2) physical ability to perform essential job tasks, and

3) health and wellness promotion.

A medical fitness for duty evaluation aims to assess the risk of sudden incapacitation and/or medical ability to perform essential job functions. This is a function that should be performed by the agency’s medical provider. Physical ability to do the job is an assessment that is done by the department (training or management).  This can be done with a Candidate Physical Abilities Test (CPAT), a similar test, routine training exercises, and/or assessment by management of on-the-job performance.  This is not a task for the agency’s medical provider. Health and wellness programs encourage diet, exercise, and medical surveillance.  While the agency’s medical provider may be asked to participate in developing these programs, this role is separate from the medical fitness for duty.

From a cardiac evaluation standpoint, the risk of sudden incapacitation is predicated on cardiac risk stratification and, when indicated, additional cardiac testing. This evaluation is not associated with any pre-defined aerobic capacity threshold (as this is a wellness measure). The aerobic capacity threshold generally does not predict an individual’s ability to adequately perform essential firefighter job functions. 

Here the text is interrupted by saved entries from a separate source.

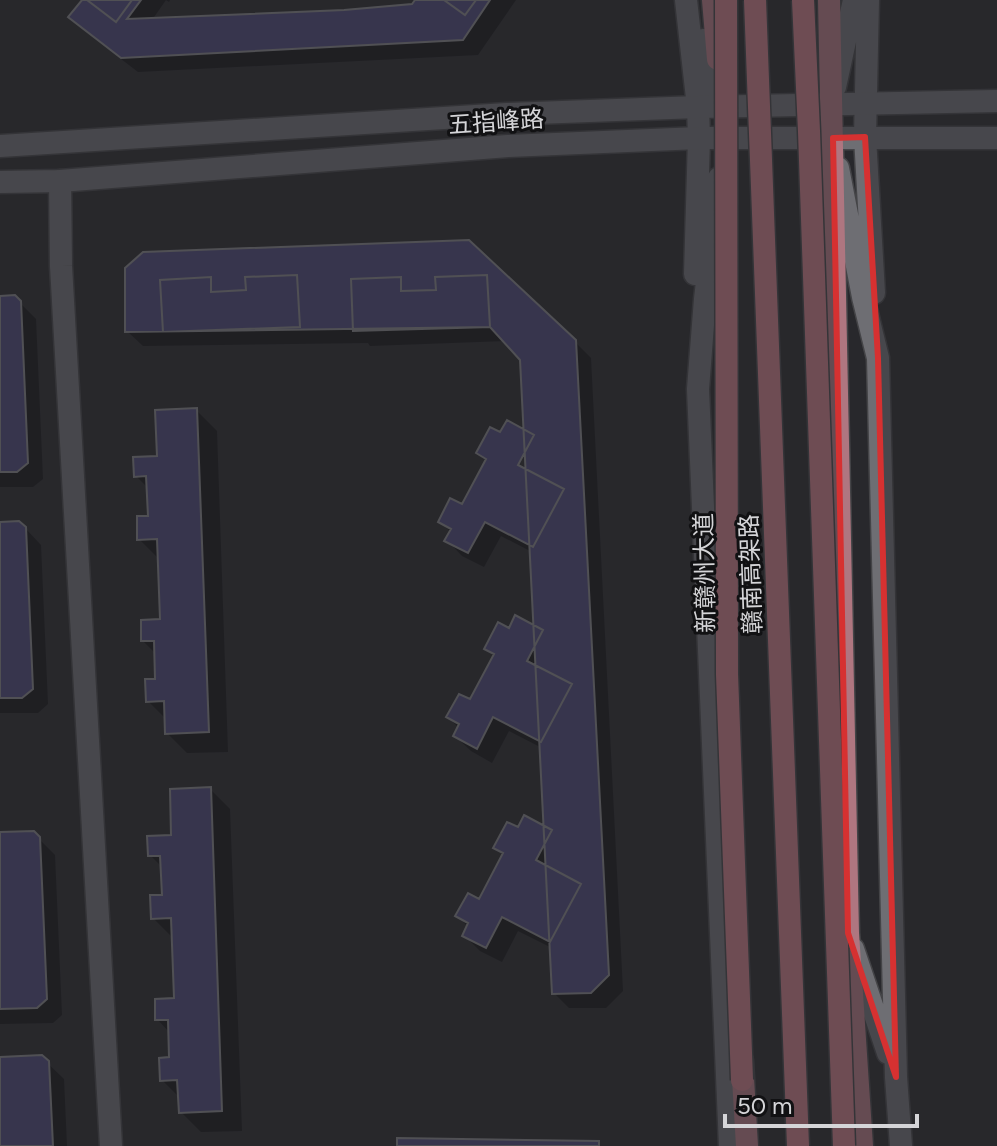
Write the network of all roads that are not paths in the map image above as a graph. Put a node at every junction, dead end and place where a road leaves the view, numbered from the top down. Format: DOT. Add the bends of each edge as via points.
graph roads {
  1 [pos="686,0"];
  2 [pos="692,0"];
  3 [pos="713,0"];
  4 [pos="726,0"];
  5 [pos="755,0"];
  6 [pos="803,0"];
  7 [pos="829,0"];
  8 [pos="854,0"];
  9 [pos="868,0"];
  10 [pos="997,101"];
  11 [pos="866,102"];
  12 [pos="831,103"];
  13 [pos="698,107"];
  14 [pos="722,107"];
  15 [pos="865,137"];
  16 [pos="699,138"];
  17 [pos="724,138"];
  18 [pos="833,138"];
  19 [pos="997,138"];
  20 [pos="0,146"];
  21 [pos="60,181"];
  22 [pos="0,182"];
  23 [pos="878,358"];
  24 [pos="698,389"];
  25 [pos="848,933"];
  26 [pos="896,1077"];
  27 [pos="742,1080"];
  28 [pos="111,1146"];
  29 [pos="730,1146"];
  30 [pos="747,1146"];
  31 [pos="798,1146"];
  32 [pos="844,1146"];
  33 [pos="862,1146"];
  34 [pos="901,1146"];
  1 -- 13 [label="street"];
  2 -- 14 [label="street"];
  3 -- 14 [label="main road, 新赣州大道"];
  4 -- 27 [label="highway, bridge" via="727,674"];
  5 -- 31 [label="highway, 赣南高架路, bridge"];
  6 -- 32 [label="highway, bridge"];
  7 -- 12 [label="main road"];
  8 -- 12 [label="street"];
  9 -- 11 [label="street"];
  10 -- 11 [label="street, 五指峰路"];
  11 -- 12 [label="street, 五指峰路"];
  11 -- 15 [label="street"];
  12 -- 14 [label="street, 五指峰路"];
  12 -- 18 [label="main road"];
  13 -- 14 [label="street, 五指峰路"];
  13 -- 16 [label="street"];
  13 -- 20 [label="street, 五指峰路"];
  14 -- 17 [label="main road, 新赣州大道"];
  15 -- 18 [label="street, 五指峰路"];
  15 -- 19 [label="street, 五指峰路"];
  15 -- 23 [label="street"];
  16 -- 17 [label="street, 五指峰路"];
  16 -- 21 [label="street, 五指峰路" via="508,146"];
  16 -- 24 [label="street" via="694,284"];
  17 -- 18 [label="street, 五指峰路"];
  17 -- 24 [label="street"];
  17 -- 27 [label="main road, 新赣州大道"];
  18 -- 23 [label="street"];
  18 -- 25 [label="main road"];
  21 -- 22 [label="street, 五指峰路"];
  21 -- 28 [label="street"];
  23 -- 26 [label="street"];
  24 -- 29 [label="street"];
  25 -- 26 [label="street"];
  25 -- 33 [label="main road"];
  26 -- 34 [label="street"];
  27 -- 30 [label="main road, 新赣州大道"];
}
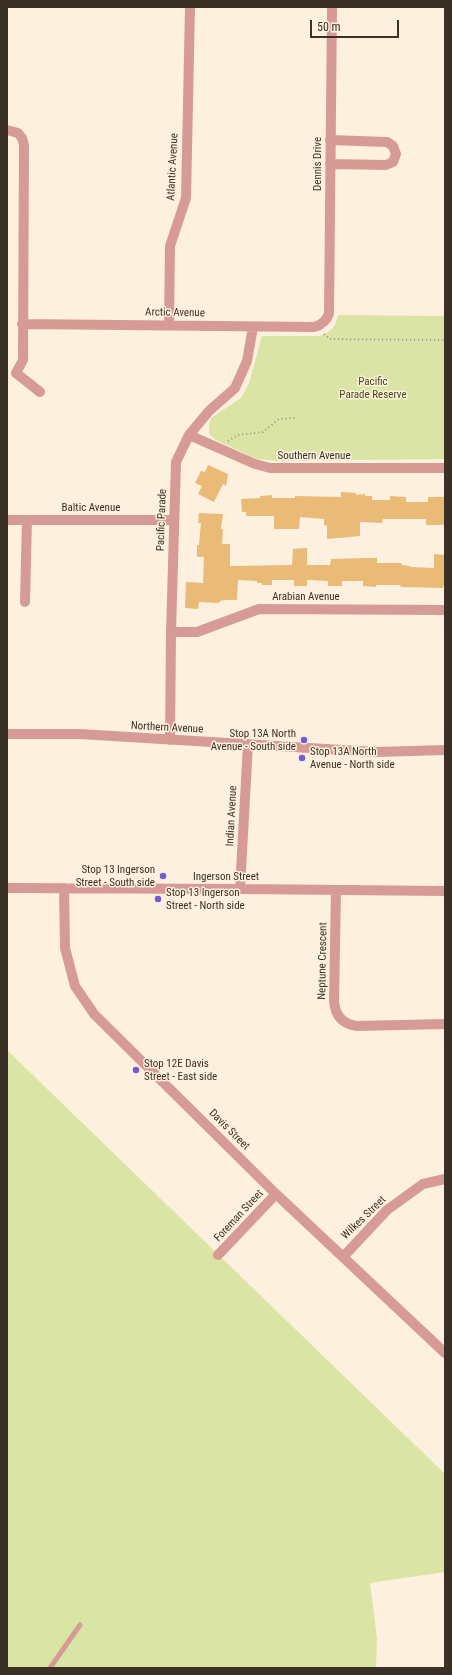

Instead of any pre-defined aerobic capacity thresholds, the Task Group proposes that individuals who need cardiac stress testing for any reason (see Fitness for Duty Evaluation section below) should have a “maximal effort” (symptom-limited) exercise stress test.

Stress Testing 

  • Normal symptom-limiting imaging exercise stress test (EST) reaching 85% of maximum predicted heart rate, where maximum predicted heart rate is estimated as 220 minus ages in years.
  • If the stress test is not diagnostic (not reaching 85% of maximum predicted heart rate): further evaluation is needed (e.g., chemical stress test)
  • Abnormal stress test (such as arrhythmias, reversible ischemia, or abnormal blood pressure response): The individual should be provided with restrictions and referred for further evaluation

Some fire departments may list a specific number of METs who want to become firefighters. This number is a management decision and not a medical decision.